● YOUR ASSIGNMENT: Find the word "lane" in the listing; pull out each line holding it.

───── GIVEN ENTRIES

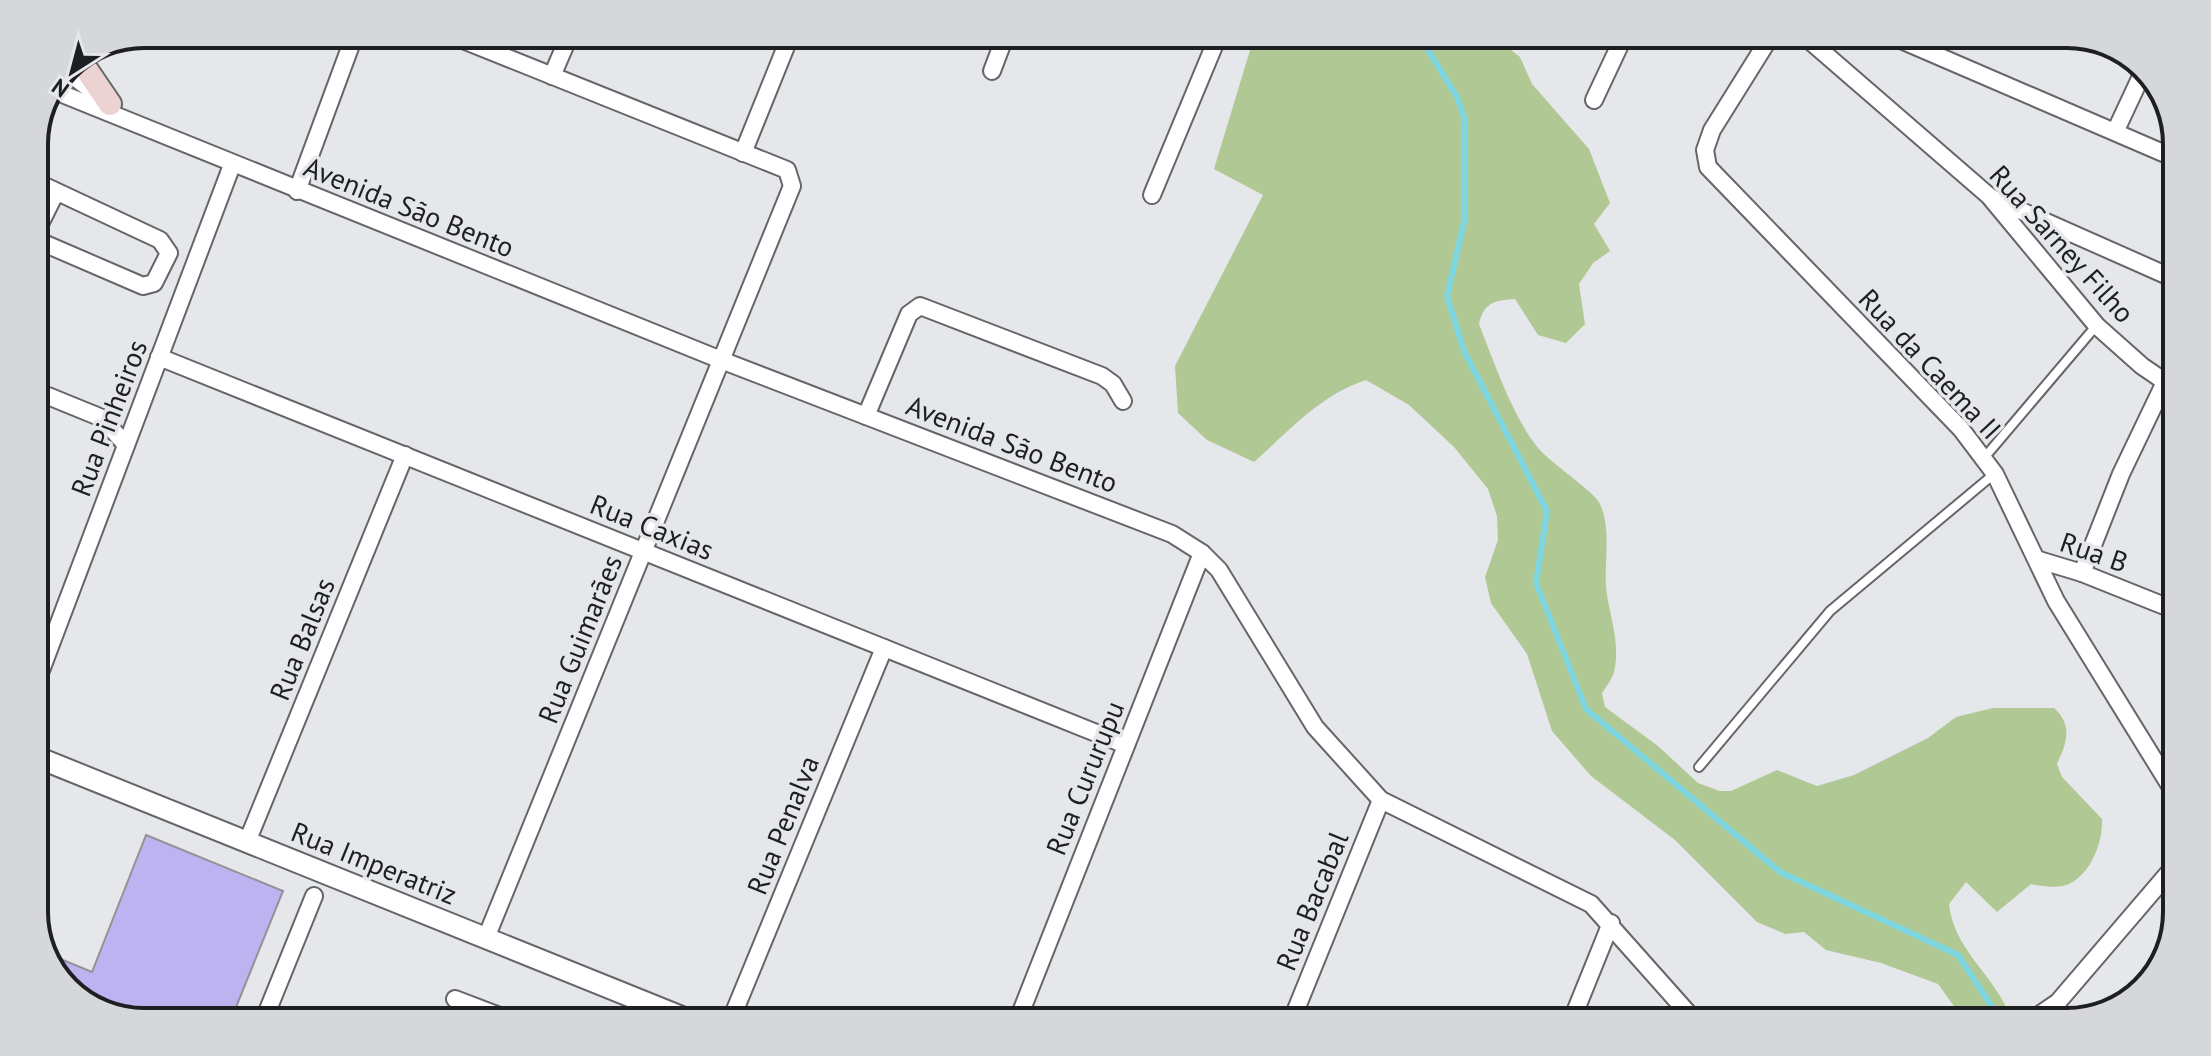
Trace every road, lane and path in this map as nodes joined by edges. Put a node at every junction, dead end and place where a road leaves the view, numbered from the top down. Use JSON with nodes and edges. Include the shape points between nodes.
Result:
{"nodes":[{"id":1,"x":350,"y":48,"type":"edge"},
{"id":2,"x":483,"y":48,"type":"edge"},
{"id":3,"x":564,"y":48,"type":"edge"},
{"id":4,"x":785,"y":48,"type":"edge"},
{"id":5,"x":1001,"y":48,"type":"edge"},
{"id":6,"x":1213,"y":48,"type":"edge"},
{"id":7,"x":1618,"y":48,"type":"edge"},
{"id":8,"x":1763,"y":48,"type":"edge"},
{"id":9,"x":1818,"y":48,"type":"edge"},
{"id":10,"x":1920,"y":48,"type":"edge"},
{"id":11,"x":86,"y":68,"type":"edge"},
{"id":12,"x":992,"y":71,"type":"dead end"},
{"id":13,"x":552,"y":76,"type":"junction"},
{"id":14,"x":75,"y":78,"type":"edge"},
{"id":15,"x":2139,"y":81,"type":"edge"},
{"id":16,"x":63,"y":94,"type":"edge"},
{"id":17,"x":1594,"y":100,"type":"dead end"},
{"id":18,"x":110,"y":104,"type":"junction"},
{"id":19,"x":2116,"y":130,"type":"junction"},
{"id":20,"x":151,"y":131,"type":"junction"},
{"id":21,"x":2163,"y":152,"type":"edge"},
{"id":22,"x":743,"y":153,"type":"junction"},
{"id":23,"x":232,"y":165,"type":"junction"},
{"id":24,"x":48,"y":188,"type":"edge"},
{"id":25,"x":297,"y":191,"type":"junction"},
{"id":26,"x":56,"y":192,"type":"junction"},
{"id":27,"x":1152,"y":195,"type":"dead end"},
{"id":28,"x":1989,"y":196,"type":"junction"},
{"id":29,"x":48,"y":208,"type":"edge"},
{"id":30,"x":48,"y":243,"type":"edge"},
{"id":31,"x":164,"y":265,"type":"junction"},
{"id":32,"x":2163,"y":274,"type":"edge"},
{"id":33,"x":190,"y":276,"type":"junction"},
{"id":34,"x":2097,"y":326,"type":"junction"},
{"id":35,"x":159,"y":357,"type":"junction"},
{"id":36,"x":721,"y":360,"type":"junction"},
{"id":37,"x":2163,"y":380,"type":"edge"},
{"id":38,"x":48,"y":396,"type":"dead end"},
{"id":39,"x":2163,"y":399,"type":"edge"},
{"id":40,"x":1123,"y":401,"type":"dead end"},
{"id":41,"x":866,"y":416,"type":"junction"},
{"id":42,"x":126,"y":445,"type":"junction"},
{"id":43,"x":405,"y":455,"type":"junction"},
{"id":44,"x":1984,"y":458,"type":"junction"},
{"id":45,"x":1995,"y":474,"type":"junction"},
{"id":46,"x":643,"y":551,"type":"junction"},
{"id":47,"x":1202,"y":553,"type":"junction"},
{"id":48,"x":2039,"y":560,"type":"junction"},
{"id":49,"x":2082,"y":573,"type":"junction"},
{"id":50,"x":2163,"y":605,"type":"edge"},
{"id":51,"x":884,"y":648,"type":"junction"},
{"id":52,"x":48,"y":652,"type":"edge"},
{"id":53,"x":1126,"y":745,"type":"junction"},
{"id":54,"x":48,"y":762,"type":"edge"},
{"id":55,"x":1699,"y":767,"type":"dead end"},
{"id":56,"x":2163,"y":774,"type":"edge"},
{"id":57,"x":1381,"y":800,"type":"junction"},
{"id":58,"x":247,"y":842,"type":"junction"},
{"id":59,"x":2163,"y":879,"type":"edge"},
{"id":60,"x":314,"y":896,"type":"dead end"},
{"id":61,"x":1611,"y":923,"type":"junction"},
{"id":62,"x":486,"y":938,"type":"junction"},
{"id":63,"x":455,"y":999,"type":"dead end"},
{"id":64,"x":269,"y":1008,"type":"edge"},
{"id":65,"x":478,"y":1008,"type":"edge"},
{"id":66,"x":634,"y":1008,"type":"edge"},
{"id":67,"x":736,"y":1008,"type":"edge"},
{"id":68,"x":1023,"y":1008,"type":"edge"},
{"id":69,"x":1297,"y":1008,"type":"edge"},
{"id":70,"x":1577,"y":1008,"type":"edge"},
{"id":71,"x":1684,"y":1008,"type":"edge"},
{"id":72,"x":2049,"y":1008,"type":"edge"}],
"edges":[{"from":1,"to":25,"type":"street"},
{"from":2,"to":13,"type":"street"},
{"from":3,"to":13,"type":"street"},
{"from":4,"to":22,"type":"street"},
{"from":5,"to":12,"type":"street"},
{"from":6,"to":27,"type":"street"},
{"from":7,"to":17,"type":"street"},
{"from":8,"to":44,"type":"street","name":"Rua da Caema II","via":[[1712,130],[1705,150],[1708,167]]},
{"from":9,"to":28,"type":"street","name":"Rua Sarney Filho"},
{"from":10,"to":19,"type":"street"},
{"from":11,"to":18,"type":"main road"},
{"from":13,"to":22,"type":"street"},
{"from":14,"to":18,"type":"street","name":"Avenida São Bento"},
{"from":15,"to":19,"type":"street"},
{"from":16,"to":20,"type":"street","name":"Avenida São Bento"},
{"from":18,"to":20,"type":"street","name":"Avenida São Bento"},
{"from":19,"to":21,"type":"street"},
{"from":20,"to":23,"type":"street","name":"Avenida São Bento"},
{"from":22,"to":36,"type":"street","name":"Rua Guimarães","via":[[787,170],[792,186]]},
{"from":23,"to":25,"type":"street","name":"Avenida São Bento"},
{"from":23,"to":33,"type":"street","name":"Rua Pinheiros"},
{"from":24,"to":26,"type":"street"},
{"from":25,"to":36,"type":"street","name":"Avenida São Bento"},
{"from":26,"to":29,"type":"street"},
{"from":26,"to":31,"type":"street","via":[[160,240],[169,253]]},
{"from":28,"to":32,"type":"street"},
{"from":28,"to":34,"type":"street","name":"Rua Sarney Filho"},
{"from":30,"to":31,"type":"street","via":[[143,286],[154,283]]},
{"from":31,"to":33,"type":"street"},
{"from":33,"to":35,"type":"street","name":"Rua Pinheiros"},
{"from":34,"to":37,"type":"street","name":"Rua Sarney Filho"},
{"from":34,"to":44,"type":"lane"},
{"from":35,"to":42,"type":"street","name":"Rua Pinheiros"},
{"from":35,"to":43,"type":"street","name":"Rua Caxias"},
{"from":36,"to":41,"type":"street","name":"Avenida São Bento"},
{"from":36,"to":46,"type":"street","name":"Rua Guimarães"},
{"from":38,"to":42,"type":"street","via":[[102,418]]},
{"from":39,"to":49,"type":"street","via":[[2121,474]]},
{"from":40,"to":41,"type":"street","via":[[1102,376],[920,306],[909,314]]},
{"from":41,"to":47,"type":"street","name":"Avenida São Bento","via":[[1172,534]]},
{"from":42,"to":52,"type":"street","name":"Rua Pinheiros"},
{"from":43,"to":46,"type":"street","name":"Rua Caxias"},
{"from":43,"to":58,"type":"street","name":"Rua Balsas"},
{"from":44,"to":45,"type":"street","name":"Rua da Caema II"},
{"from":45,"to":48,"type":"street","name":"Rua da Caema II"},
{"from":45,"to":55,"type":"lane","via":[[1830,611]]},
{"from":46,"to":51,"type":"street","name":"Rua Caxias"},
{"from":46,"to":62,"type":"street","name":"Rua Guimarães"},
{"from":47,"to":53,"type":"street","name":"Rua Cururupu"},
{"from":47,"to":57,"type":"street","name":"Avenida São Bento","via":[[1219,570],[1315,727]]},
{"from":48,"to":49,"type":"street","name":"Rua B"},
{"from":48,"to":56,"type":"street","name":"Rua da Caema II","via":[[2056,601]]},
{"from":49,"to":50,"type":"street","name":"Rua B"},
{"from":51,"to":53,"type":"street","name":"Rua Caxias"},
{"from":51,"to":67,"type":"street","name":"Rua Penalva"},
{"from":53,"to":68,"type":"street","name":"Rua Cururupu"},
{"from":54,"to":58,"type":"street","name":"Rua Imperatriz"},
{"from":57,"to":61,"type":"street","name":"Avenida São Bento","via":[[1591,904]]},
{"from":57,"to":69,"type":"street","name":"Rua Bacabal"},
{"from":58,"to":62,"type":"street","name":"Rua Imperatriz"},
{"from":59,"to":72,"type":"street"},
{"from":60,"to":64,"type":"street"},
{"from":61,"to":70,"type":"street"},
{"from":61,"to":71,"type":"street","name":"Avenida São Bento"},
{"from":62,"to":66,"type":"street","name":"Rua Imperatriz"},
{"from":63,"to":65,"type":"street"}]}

──────────

● RESULT OF THE TASK:
Trace every road, lane and path in this map as nodes joined by edges. Put a node at every junction, dead end and place where a road leaves the view, numbered from the top down. Use JSON with nodes and edges. Include the shape points between nodes.
{"from":34,"to":44,"type":"lane"},
{"from":45,"to":55,"type":"lane","via":[[1830,611]]},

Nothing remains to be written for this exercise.